Colaboração para Universa

01/06/2020 04h00

Lavar bem as mãos com água e sabão, trocar a máscara de proteção a cada duas horas, botar as roupas para lavar assim que chegamos em casa. Em maior ou menor grau, grande parte das pessoas desenvolveu esses hábitos por medo de ser contaminada com o novo coronavírus. Mas e quem sofre de Transtorno Obsessivo-Compulsivo?

Em conversa com Universa, duas mulheres com TOC de limpeza contam como têm lidado com a pandemia. Cristina* toma banho com sabão em vez de sabonete, faz faxina diariamente e está com os dedos das mãos doloridos e desbotados de usar um litro de água sanitária por dia. Já Vanessa* lava as sacolas e embalagens de tudo que compra no mercado, num processo que leva uma tarde inteira, e desenvolveu uma alergia que deixou o corpo dela todo empipocado e ferido de usar tanto álcool em gel.

Ambas têm muito medo de contrair o vírus e morrer. Conheça abaixo a história delas:

"Tomo seis banhos por dia e me esfrego a ponto de machucar"

"Há dez anos, eu tenho três tipos de TOC: religioso, de organização e limpeza/contaminação. Com essa pandemia, tenho sofrido muito com o TOC de limpeza, tem sido um inferno. Estou fazendo home office, tenho horário fixo das 8h às 14h30, mas não consigo focar integralmente no trabalho porque fico parando para organizar as coisas e fazer faxina.

Acho que o coronavírus pode estar em qualquer objeto que esteja perto de mim: na cadeira, no notebook, no ventilador, no copo. Por isso limpo a casa sem parar. Se eu limpo qualquer superfície, a mesa da cozinha, por exemplo, e sem querer eu encosto nela, os pensamentos de contaminação ficam ruminando na minha mente.
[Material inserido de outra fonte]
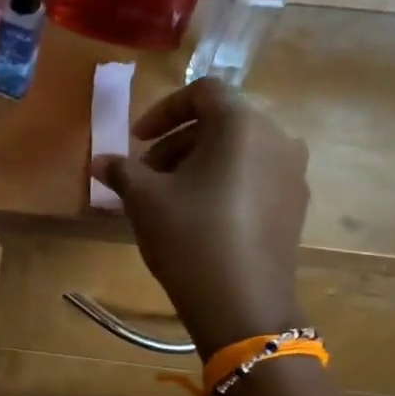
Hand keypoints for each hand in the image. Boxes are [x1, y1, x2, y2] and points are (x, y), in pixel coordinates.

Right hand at [90, 79, 308, 356]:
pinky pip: (254, 177)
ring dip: (199, 163)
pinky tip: (201, 217)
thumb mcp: (144, 200)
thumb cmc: (189, 237)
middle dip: (177, 142)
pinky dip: (224, 183)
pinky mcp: (295, 205)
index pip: (203, 92)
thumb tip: (100, 161)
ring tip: (170, 198)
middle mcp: (276, 138)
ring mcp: (292, 173)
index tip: (136, 141)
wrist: (241, 303)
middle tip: (146, 175)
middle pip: (221, 122)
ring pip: (238, 152)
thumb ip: (122, 171)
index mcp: (242, 124)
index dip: (163, 111)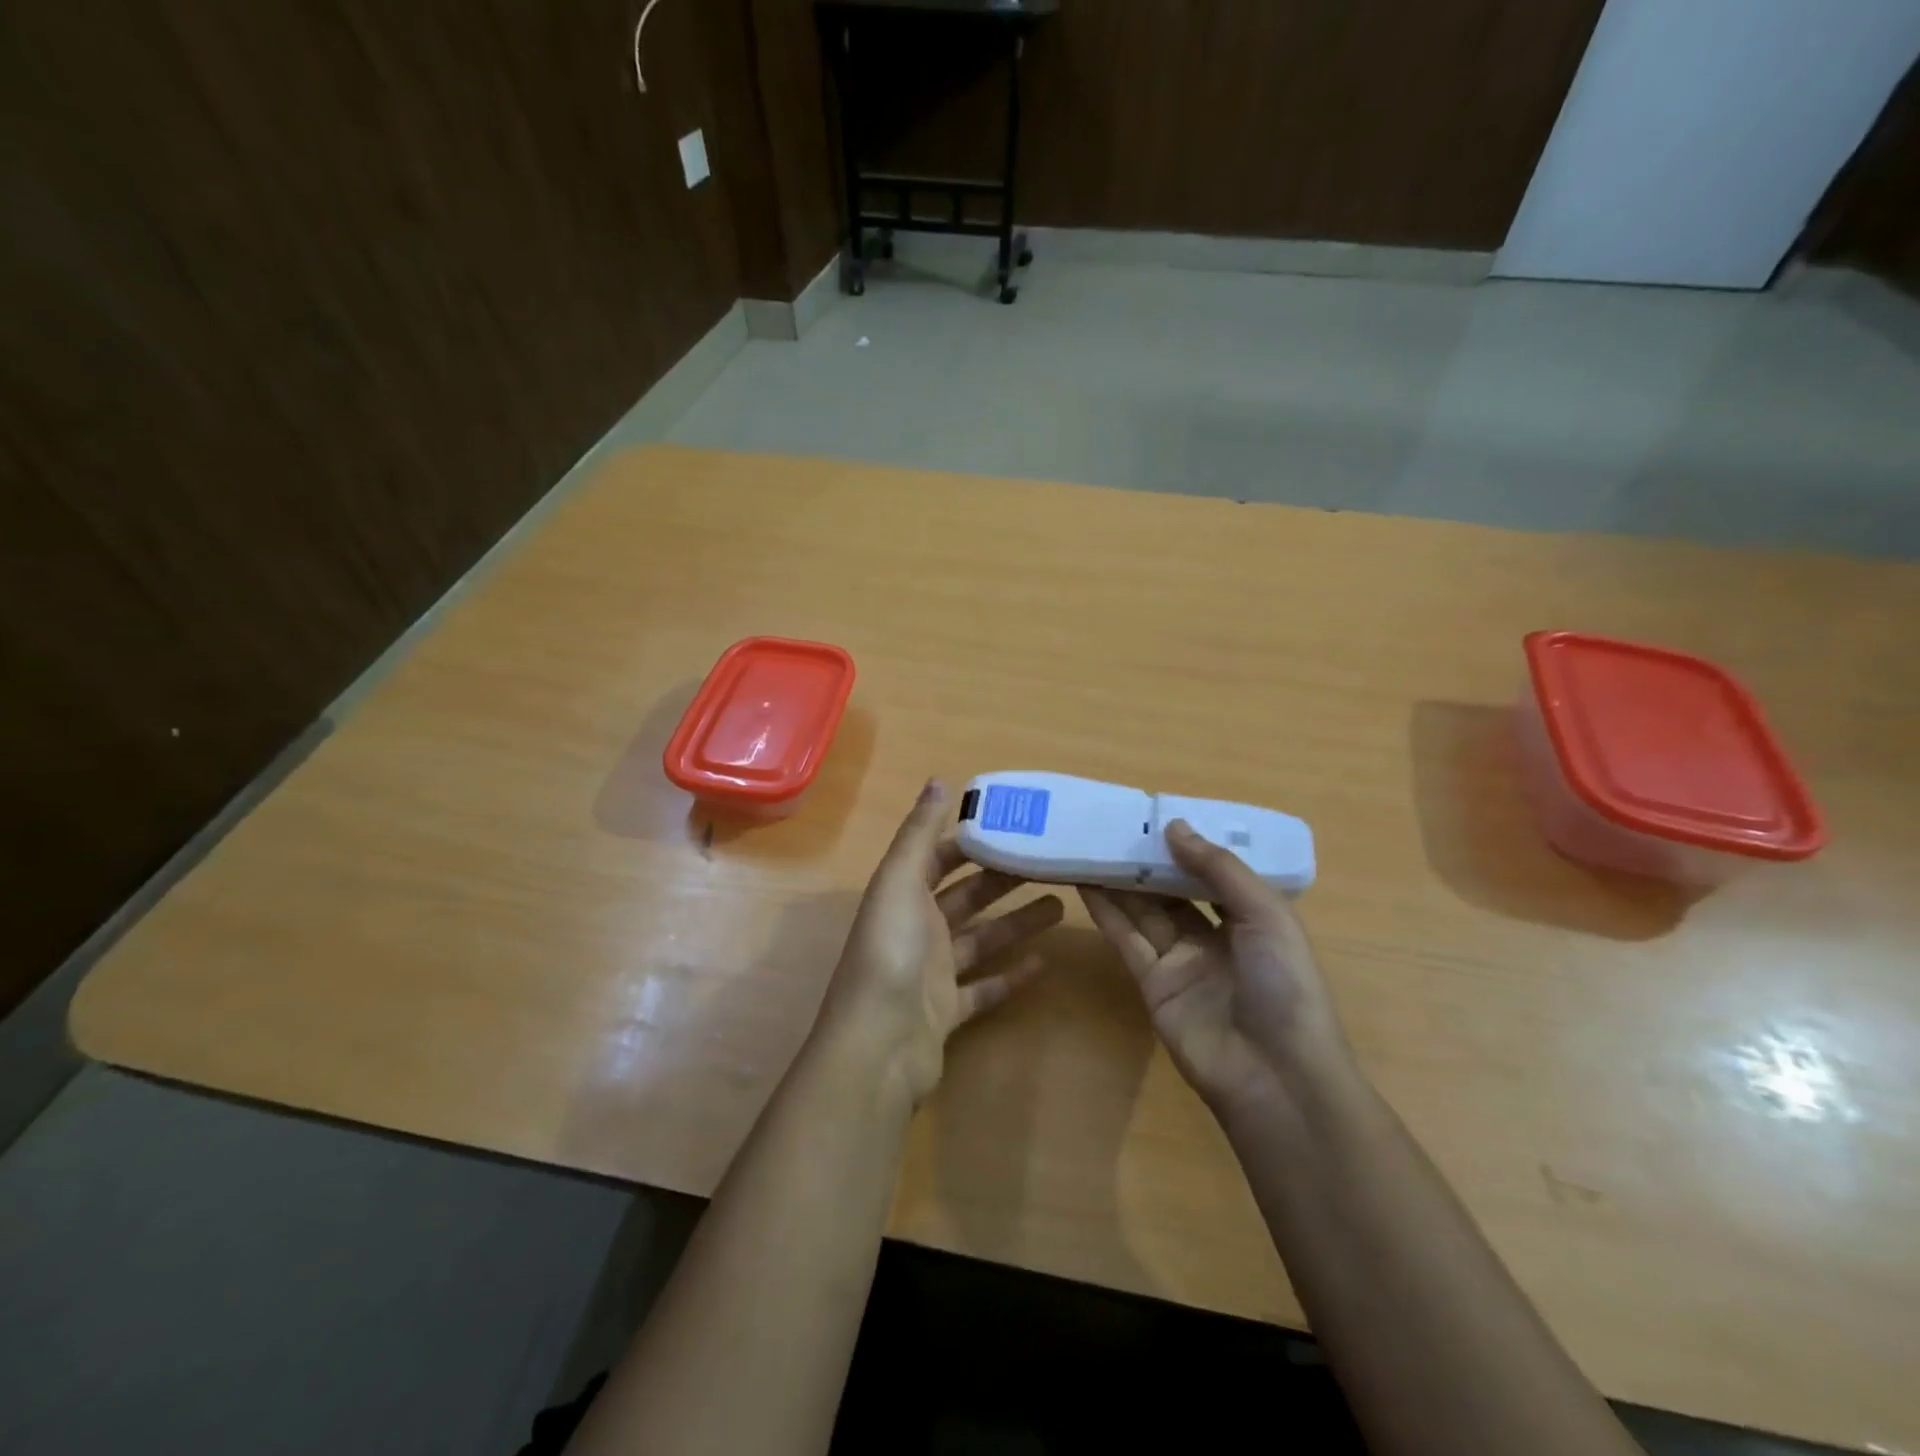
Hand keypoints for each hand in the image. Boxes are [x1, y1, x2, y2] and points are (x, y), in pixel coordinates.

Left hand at [816, 780, 1064, 1102]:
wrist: (878, 1046)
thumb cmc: (890, 953)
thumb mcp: (900, 881)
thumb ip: (919, 833)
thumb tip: (938, 779)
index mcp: (903, 895)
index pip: (940, 858)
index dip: (972, 841)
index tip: (1014, 826)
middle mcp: (916, 929)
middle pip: (967, 897)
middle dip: (1004, 879)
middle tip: (1051, 863)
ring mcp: (932, 973)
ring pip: (982, 939)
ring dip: (1017, 923)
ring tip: (1061, 905)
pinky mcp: (948, 1012)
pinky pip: (985, 989)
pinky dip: (1011, 976)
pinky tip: (1044, 963)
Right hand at [1081, 820, 1353, 1119]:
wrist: (1275, 1076)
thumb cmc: (1284, 986)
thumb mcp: (1265, 915)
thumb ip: (1218, 869)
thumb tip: (1174, 826)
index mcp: (1253, 919)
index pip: (1215, 873)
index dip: (1188, 847)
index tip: (1156, 815)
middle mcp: (1216, 937)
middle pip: (1174, 891)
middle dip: (1147, 861)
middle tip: (1113, 825)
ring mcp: (1182, 962)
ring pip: (1145, 911)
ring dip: (1120, 880)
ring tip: (1090, 845)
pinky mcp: (1153, 985)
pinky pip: (1127, 940)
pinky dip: (1107, 912)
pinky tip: (1085, 883)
Eu preciso limpar tudo de novo, não adianta higienizar só a região que eu toquei.

Me sinto exausta, meu corpo dói. Às vezes sento e choro, penso que estou ficando louca.

Antes da pandemia, eu fazia duas faxinas por semana, uma pesada na quinta, e outra mais leve no domingo. Mas agora é diariamente, incluindo lavar banheiro, paredes e azulejos. Ouvi no noticiário que água sanitária, sabão e álcool em gel têm o poder de matar o coronavírus, por isso eu uso sem dó. Utilizo um litro de água sanitária por dia. Estou com dedos das mãos doloridos, desbotados, irritados e feridos de usar tanta água sanitária para limpar a casa e não correr o risco de ser contaminada.
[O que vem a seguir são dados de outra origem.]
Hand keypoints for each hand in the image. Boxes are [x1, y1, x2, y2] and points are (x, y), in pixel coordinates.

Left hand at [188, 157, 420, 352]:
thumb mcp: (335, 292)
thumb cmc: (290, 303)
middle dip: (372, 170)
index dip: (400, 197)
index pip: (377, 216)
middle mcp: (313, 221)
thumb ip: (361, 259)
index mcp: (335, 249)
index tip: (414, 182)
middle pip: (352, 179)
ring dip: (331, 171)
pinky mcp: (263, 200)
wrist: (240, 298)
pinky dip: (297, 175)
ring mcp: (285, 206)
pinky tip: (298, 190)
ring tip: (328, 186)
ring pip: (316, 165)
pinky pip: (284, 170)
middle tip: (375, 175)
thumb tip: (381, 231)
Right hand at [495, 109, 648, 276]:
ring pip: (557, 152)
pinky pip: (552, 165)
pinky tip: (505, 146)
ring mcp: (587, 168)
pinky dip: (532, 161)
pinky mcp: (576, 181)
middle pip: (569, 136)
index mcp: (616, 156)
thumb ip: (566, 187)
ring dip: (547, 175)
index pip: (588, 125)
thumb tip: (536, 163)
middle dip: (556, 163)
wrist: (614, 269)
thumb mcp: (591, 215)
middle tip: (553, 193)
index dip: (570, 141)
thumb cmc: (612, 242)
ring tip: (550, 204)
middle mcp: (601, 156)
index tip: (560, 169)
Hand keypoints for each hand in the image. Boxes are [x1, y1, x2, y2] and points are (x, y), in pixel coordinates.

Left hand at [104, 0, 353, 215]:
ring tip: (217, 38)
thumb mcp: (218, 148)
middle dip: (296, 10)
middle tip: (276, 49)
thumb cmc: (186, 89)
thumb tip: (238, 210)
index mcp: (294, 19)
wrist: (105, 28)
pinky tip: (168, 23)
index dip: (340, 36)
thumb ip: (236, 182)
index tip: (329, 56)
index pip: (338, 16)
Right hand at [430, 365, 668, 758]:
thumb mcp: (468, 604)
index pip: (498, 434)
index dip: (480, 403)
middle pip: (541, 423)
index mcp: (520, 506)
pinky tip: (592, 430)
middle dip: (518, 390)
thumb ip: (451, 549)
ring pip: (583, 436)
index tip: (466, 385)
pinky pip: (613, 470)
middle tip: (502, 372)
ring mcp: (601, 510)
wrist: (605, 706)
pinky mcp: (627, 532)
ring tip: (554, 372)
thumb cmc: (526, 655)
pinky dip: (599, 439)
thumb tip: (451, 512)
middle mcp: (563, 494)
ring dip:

Costumava tomar dois banhos por dia, mas hoje chego a tomar seis. Usava sabonete comum, mas agora tomo banho com sabão neutro. Esfrego meu corpo com bastante força a ponto de machucar. Algumas partes das minhas coxas estão manchadas e ressecadas.
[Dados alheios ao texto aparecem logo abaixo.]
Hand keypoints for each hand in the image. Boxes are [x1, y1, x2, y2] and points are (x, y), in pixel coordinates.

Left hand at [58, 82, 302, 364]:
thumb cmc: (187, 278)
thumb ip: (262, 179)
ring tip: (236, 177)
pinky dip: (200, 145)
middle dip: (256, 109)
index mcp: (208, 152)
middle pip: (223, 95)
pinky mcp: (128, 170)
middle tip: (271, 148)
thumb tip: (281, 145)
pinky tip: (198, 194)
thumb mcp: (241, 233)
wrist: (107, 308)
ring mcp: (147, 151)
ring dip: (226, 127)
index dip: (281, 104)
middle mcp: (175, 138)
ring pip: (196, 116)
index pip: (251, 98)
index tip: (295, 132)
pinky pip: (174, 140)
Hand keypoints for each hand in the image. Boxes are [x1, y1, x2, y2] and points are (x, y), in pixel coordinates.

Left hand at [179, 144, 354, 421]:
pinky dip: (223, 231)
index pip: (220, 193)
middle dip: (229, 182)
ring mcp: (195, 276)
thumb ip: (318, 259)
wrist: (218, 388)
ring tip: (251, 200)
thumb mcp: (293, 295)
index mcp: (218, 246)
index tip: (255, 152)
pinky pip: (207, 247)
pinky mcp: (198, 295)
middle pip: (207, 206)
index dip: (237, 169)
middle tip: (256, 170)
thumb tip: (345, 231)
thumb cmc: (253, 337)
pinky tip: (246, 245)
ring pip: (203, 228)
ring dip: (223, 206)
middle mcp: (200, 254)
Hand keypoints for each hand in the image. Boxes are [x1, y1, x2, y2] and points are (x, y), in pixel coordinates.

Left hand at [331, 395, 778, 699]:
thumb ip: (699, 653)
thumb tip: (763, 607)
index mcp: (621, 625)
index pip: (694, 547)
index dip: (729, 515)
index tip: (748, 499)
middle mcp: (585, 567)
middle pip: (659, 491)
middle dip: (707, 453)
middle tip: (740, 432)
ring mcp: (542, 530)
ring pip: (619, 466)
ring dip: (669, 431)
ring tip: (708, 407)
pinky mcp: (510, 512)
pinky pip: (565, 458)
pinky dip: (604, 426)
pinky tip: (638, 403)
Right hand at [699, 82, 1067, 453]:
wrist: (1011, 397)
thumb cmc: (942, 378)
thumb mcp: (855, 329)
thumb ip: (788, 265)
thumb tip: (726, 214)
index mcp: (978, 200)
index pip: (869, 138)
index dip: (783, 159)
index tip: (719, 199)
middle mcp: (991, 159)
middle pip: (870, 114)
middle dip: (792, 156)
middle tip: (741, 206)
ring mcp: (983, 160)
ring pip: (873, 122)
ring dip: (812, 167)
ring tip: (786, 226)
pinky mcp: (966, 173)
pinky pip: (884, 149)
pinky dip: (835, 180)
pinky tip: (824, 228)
Depois do banho, em vez de passar o hidratante, encho a mão de álcool líquido e passo no corpo.

Meu organismo reagiu a esses produtos, tive ardência, muita coceira e desenvolvi uma micose. Fui na dermatologista e ela me deu uma bronca, disse que eu não posso passar essas coisas no corpo, só nas mãos. Explicou que isso pode gerar lesões e até outras doenças. Ela me receitou um antibiótico e um creme. Eu estou seguindo o tratamento, mas continuo tomando banho desse jeito.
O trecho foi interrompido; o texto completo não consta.